Task data —
┄┄┄┄┄┄┄┄┄┄┄┄┄┄┄┄┄┄┄┄

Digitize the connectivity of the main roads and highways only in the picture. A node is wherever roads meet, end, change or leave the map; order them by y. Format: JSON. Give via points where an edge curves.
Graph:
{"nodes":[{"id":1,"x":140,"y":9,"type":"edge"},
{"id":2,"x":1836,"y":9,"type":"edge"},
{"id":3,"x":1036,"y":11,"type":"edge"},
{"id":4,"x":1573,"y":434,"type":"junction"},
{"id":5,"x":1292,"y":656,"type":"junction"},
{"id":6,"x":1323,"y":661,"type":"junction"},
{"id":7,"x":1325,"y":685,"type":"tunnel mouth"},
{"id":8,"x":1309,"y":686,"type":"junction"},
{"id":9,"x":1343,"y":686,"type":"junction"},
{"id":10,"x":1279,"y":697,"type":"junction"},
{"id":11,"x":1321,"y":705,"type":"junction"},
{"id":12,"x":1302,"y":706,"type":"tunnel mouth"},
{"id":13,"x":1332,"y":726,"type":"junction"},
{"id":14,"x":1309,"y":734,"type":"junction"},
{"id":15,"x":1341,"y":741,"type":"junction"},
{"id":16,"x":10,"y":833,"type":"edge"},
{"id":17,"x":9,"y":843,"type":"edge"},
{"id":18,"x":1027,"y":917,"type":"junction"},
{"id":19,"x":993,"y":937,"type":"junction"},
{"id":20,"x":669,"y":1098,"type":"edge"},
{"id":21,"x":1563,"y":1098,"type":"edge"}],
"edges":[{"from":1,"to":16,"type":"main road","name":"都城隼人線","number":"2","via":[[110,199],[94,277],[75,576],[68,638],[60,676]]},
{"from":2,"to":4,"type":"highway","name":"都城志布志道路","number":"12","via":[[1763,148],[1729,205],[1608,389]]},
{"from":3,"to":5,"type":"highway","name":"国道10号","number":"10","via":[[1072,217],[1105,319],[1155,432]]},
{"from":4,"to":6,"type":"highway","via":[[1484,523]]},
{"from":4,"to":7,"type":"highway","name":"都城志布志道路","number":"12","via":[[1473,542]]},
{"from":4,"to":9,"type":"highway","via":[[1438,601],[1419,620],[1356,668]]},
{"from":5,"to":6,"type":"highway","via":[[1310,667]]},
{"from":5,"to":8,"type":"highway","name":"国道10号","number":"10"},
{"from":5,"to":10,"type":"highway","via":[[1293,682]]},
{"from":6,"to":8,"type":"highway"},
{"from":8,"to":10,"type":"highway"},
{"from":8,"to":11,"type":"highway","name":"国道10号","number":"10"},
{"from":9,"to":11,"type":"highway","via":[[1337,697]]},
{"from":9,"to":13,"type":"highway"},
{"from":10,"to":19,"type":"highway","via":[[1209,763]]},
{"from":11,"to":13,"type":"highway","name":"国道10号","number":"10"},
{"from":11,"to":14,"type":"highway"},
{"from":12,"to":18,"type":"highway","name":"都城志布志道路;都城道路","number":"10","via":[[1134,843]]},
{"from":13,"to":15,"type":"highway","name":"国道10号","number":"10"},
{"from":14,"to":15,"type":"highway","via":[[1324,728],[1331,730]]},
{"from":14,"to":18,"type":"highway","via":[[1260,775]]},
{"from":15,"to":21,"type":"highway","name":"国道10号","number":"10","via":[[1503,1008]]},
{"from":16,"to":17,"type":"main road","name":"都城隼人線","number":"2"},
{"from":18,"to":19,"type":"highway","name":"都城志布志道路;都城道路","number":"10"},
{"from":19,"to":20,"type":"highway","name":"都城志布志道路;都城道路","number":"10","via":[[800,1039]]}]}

┄┄┄┄┄┄┄┄┄┄┄┄┄┄┄┄┄┄┄┄

What you have to do —
For each line above that includes "main", make a copy.

Output for this exercise —
Digitize the connectivity of the main roads and highways only in the picture. A node is wherever roads meet, end, change or leave the map; order them by y. Format: JSON. Give via points where an edge curves.
"edges":[{"from":1,"to":16,"type":"main road","name":"都城隼人線","number":"2","via":[[110,199],[94,277],[75,576],[68,638],[60,676]]},
{"from":16,"to":17,"type":"main road","name":"都城隼人線","number":"2"},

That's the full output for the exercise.